39. Avarice like (Pandora’s) box is filled with miseries, decrepitude and death, and is full of disorder and disasters like a mad bacchanal.

40. Our wishes are sometimes as pure as light and at others as foul as darkness; now they are as clear as the milky way, and again as obscure as thickest mists.

41. All our bodily troubles are avoided by our abstaining from avarice, as we are freed from fear of night goblins at the dispersion of darkness.

42. So long do men remain in their state of (dead like) dumbness and mental delirium, as they are subject to the poisonous cholic of avarice.

43. Men may get rid of their misery by their being freed from anxieties.

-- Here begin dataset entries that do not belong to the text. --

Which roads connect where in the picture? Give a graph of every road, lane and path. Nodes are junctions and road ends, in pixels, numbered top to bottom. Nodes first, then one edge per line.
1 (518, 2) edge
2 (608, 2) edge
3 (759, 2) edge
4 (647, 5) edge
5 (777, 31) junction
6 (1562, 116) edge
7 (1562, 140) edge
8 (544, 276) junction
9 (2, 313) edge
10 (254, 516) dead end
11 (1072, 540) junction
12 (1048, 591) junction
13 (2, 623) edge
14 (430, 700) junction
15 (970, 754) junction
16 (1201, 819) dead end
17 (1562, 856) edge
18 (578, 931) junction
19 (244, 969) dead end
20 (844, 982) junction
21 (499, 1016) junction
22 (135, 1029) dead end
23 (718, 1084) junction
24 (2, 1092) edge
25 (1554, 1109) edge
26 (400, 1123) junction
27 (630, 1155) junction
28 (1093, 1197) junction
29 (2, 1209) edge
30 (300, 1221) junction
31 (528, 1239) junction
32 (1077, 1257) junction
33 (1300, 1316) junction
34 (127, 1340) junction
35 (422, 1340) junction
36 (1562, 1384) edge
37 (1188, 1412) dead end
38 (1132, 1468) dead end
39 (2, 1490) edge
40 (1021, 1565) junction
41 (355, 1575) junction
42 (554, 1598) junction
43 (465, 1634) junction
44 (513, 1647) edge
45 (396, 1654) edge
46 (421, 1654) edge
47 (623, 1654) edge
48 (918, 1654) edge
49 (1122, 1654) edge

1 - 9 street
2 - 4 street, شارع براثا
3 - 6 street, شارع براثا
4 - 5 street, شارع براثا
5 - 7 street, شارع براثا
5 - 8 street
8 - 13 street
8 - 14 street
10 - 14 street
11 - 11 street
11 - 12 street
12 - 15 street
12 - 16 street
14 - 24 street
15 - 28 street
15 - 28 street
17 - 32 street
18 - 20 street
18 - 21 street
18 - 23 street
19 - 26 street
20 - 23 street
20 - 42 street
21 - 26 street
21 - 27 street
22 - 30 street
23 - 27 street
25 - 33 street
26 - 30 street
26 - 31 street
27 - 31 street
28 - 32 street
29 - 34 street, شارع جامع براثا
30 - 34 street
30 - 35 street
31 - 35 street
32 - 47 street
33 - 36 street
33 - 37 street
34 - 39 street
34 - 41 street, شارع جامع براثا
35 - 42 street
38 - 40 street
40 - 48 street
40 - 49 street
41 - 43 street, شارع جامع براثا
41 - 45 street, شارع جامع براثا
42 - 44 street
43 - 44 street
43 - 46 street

It is the abandonment of cares which is said to be the best remedy of avarice.

44. As the fishes in a pond fondly grasp the bait in expectation of a sop, so do the avaricious lay hold on any thing, be it wood or stone or even a straw.

45. Avarice like an acute pain excites even the gravest of men to motion, just as the rays of the sun raise the lotus blossoms (above the water).

46. It is compared with the bamboo in its length, hollowness, hard knots, and thorny prickles, and yet it is entertained in expectation of its yielding the manna and a pearly substance.

47. Yet it is a wonder that high-minded men, have been able to cut off this almost unseverable knot of avarice, by the glittering sword of reason:

48. As neither the edge of the sword, nor the fire of lightening, nor the sparks of the red-hot iron, are sharp enough to sever the keen avarice seated in our hearts.